🤖 AI Summary
This work addresses the limitations of existing RGB-only trackers in complex dynamic scenes and the insufficient exploitation of the high-frequency and temporal responsiveness of event data in current RGB-event fusion approaches. To overcome these challenges, the authors propose a frequency-aware RGB-event object tracking framework that establishes complementary cross-modal associations through frequency-domain modeling. The core innovations include a spectral-enhanced Transformer layer featuring multi-head dynamic Fourier filtering for explicit frequency-domain feature fusion, and a learnable wavelet transform-driven edge refinement module to capture multi-scale edge structures from event data. Evaluated on the COESOT and FE108 datasets, the proposed method achieves state-of-the-art performance with a baseline accuracy of 76.6%, demonstrating the effectiveness of frequency-domain modeling in multimodal tracking.
📝 Abstract
Existing single-modal RGB trackers often face performance bottlenecks in complex dynamic scenes, while the introduction of event sensors offers new potential for enhancing tracking capabilities.

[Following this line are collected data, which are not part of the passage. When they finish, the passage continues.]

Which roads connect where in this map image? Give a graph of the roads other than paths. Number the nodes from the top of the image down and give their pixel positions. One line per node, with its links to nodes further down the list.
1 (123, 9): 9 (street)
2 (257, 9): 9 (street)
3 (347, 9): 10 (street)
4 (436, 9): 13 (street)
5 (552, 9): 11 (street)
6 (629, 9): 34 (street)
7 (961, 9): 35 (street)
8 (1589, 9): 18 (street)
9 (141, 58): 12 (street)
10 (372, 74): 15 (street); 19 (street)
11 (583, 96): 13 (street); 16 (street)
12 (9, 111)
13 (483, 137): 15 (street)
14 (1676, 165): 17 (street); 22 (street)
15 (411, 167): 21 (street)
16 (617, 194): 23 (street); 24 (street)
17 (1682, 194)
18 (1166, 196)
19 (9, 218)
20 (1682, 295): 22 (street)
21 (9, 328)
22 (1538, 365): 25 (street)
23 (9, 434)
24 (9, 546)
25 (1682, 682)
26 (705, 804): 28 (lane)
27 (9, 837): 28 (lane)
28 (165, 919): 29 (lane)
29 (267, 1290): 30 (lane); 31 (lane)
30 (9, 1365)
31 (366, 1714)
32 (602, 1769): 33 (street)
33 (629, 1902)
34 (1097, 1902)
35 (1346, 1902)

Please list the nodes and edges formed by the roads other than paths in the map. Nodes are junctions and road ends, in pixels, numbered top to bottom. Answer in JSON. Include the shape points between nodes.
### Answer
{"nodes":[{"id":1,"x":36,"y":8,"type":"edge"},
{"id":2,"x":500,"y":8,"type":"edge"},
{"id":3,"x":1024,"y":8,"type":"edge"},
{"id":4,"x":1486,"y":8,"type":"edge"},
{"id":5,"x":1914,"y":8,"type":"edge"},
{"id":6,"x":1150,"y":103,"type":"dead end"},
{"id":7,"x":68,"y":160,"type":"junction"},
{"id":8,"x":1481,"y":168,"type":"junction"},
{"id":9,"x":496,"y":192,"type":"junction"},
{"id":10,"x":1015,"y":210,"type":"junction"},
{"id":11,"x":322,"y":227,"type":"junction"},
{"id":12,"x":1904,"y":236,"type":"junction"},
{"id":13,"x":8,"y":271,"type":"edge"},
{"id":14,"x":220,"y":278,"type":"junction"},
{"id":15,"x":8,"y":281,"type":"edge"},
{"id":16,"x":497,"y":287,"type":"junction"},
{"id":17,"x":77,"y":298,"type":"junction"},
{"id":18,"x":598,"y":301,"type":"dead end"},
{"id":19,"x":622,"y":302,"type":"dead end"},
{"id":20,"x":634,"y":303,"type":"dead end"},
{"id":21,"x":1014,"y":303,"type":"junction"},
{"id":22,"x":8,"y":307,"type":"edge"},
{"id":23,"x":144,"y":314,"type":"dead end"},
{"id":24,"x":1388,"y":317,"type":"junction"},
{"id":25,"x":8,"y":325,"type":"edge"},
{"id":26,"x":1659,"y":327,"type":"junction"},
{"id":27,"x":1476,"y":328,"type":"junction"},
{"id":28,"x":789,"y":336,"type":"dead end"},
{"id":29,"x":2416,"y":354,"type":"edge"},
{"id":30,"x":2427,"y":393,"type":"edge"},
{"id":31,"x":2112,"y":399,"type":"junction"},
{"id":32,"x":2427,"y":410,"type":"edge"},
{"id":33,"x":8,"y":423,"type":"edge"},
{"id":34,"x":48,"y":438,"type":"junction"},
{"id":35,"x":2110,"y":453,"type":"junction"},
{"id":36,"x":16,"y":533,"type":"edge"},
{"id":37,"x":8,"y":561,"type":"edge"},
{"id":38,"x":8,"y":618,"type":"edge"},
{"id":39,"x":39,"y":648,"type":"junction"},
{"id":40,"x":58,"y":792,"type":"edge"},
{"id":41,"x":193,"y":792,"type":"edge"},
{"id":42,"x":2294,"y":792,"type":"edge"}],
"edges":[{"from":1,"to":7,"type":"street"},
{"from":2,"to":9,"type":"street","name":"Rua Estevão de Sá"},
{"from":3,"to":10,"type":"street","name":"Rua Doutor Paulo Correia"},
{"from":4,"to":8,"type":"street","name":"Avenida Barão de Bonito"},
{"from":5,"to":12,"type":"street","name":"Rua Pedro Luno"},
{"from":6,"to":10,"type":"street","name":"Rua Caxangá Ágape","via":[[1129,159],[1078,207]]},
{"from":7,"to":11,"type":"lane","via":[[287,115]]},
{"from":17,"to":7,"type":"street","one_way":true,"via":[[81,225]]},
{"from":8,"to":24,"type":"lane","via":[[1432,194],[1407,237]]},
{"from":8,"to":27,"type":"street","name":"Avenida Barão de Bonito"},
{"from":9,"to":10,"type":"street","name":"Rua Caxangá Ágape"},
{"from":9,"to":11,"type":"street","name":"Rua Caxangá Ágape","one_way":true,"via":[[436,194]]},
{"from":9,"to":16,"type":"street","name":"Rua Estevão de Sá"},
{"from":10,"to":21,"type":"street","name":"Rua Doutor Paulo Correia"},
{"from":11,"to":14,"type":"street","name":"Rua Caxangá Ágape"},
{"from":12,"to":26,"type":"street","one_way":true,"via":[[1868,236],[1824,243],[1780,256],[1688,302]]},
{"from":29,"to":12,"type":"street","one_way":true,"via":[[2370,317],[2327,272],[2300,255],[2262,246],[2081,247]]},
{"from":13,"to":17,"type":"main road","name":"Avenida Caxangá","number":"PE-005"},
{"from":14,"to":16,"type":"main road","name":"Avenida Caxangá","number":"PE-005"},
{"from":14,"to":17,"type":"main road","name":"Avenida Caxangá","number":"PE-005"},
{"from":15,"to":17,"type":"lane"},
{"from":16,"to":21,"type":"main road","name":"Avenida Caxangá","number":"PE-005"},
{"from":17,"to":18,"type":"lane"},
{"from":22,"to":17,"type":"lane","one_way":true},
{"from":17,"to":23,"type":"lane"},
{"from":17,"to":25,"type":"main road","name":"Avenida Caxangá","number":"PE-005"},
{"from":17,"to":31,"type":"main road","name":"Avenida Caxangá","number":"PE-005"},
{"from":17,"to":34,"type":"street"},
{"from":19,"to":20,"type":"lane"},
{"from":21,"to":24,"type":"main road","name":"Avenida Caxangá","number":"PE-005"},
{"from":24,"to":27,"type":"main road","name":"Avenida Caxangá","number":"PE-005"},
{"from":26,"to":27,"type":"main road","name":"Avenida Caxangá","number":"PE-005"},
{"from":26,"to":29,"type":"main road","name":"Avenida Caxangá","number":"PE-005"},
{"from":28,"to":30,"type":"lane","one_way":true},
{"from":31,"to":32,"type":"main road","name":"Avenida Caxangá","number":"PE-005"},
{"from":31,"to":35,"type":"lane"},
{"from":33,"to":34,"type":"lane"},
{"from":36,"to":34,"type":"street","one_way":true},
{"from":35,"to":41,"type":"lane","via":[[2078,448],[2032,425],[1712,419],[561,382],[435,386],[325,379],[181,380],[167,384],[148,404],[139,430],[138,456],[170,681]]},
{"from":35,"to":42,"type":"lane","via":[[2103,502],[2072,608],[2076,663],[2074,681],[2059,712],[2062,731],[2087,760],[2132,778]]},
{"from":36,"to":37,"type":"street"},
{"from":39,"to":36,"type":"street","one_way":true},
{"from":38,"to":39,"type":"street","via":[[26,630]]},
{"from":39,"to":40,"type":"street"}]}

However, most current RGB-event fusion methods, primarily designed in the spatial domain using convolutional, Transformer, or Mamba architectures, fail to fully exploit the unique temporal response and high-frequency characteristics of event data. To address this, we1 propose FreqTrack, a frequency-aware RGBE tracking framework that establishes complementary inter-modal correlations through frequency-domain transformations for more robust feature fusion. We design a Spectral Enhancement Transformer (SET) layer that incorporates multi-head dynamic Fourier filtering to adaptively enhance and select frequency-domain features. Additionally, we develop a Wavelet Edge Refinement (WER) module, which leverages learnable wavelet transforms to explicitly extract multi-scale edge structures from event data, effectively improving modeling capability in high-speed and low-light scenarios. Extensive experiments on the COESOT and FE108 datasets demonstrate that FreqTrack achieves highly competitive performance, particularly attaining leading precision of 76.6\% on the COESOT benchmark, validating the effectiveness of frequency-domain modeling for RGBE tracking.